Information given »
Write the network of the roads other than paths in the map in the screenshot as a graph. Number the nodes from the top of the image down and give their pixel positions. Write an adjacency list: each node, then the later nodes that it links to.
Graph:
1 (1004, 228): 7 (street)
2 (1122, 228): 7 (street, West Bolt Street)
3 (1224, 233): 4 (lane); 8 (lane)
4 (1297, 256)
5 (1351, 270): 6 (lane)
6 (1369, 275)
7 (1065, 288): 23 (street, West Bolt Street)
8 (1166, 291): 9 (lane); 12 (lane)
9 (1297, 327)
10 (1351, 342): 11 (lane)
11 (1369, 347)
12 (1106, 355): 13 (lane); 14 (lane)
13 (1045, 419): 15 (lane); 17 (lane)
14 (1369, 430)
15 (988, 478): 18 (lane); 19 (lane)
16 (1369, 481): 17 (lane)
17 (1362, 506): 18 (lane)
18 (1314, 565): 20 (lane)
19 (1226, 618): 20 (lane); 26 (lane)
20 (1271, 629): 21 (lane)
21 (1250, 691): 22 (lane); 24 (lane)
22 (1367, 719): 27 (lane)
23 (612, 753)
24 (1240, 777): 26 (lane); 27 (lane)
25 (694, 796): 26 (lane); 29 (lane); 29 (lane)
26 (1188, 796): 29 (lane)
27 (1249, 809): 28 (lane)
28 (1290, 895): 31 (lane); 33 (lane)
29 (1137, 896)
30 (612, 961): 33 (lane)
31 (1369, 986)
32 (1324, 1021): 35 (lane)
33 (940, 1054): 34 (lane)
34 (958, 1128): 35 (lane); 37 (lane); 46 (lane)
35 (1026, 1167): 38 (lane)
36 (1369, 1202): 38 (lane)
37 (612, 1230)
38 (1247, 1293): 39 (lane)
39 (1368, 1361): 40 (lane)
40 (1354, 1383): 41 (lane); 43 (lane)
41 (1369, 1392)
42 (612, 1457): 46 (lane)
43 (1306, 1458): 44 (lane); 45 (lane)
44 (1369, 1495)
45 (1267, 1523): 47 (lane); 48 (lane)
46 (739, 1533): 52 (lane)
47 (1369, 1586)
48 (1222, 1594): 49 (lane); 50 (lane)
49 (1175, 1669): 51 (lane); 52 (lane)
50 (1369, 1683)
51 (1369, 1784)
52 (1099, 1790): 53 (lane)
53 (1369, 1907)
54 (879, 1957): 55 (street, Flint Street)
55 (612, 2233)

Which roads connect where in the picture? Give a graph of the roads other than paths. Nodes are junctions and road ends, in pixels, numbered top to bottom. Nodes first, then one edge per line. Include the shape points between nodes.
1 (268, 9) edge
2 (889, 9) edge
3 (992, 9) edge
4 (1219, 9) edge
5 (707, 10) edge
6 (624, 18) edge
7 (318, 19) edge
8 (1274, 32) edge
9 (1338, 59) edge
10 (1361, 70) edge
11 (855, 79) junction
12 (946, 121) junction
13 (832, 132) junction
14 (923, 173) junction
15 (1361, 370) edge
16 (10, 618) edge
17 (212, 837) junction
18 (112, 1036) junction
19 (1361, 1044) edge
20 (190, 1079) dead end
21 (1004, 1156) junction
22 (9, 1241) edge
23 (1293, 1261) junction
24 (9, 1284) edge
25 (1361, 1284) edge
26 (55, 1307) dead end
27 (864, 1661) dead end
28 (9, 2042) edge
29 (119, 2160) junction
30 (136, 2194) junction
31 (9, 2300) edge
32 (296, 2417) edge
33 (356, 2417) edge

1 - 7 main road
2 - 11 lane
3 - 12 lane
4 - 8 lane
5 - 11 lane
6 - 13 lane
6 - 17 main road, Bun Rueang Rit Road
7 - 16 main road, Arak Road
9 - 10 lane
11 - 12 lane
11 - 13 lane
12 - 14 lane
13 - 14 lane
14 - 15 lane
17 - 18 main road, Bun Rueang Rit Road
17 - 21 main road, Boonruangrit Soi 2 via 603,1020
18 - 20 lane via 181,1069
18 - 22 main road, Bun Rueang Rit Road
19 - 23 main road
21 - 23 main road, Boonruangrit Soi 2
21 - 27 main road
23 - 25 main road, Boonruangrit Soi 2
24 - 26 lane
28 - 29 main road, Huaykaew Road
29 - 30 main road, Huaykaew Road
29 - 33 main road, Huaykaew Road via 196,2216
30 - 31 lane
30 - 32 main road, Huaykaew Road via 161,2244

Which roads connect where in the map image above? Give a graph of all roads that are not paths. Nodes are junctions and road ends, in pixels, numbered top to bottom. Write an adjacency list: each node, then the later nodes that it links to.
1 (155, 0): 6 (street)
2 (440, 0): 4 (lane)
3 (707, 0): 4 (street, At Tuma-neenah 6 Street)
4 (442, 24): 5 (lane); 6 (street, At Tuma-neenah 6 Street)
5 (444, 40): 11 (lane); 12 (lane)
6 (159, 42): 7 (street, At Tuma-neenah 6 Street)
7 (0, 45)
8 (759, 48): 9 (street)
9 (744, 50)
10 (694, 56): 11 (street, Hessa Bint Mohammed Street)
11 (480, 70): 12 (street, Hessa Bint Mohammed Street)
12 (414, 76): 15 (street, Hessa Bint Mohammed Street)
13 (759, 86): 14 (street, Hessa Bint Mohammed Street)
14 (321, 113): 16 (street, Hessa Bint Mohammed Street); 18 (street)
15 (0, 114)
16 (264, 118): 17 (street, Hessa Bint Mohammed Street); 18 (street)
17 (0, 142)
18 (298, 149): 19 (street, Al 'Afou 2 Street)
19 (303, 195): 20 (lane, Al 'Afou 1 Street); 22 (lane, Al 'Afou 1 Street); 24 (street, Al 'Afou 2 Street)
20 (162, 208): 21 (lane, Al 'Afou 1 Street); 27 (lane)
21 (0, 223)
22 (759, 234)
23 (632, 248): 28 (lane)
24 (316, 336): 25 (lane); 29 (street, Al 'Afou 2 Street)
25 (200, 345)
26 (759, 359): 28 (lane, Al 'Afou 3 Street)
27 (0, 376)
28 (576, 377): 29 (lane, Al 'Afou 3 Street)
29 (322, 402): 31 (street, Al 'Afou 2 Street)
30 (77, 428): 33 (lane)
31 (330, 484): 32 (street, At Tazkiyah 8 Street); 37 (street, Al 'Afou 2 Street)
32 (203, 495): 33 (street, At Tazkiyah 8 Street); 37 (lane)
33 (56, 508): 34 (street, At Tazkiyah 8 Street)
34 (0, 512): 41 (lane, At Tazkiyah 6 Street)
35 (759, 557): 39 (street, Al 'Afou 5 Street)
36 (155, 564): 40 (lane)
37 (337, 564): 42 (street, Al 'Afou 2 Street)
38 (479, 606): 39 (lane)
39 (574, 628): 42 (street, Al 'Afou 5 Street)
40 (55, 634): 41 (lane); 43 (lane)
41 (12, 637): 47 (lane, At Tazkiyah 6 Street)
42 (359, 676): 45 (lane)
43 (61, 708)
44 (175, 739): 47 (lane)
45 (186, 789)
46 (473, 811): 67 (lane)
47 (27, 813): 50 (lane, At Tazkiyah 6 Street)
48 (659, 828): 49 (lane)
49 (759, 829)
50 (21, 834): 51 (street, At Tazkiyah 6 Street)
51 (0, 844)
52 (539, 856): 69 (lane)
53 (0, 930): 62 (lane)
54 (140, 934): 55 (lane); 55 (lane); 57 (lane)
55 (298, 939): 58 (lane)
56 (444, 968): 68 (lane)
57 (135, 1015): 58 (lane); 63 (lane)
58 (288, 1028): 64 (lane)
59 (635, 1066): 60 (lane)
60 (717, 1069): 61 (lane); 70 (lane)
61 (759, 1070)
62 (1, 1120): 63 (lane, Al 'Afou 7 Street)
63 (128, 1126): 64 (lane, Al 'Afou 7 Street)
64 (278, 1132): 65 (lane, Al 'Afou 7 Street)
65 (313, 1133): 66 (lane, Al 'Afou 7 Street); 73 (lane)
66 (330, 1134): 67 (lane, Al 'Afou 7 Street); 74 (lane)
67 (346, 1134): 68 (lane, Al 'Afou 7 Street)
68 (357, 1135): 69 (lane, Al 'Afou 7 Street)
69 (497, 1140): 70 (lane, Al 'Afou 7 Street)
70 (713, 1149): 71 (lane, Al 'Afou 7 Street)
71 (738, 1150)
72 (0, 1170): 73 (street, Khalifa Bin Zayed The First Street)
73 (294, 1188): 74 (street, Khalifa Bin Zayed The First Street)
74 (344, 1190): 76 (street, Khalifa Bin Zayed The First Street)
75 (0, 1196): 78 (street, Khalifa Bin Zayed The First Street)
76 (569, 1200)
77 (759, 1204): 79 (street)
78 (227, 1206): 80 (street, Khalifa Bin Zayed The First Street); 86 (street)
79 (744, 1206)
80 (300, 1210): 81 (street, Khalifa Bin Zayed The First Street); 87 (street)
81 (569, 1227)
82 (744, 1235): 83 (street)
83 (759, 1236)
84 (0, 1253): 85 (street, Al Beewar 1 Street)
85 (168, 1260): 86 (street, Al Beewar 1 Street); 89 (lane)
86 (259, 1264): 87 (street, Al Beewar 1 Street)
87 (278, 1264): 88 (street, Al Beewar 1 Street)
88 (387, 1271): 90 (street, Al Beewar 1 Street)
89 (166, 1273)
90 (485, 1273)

How to complete this task »
Within the records, count the lines that include the word "each". Answer with the number only.

Exercise answer »
2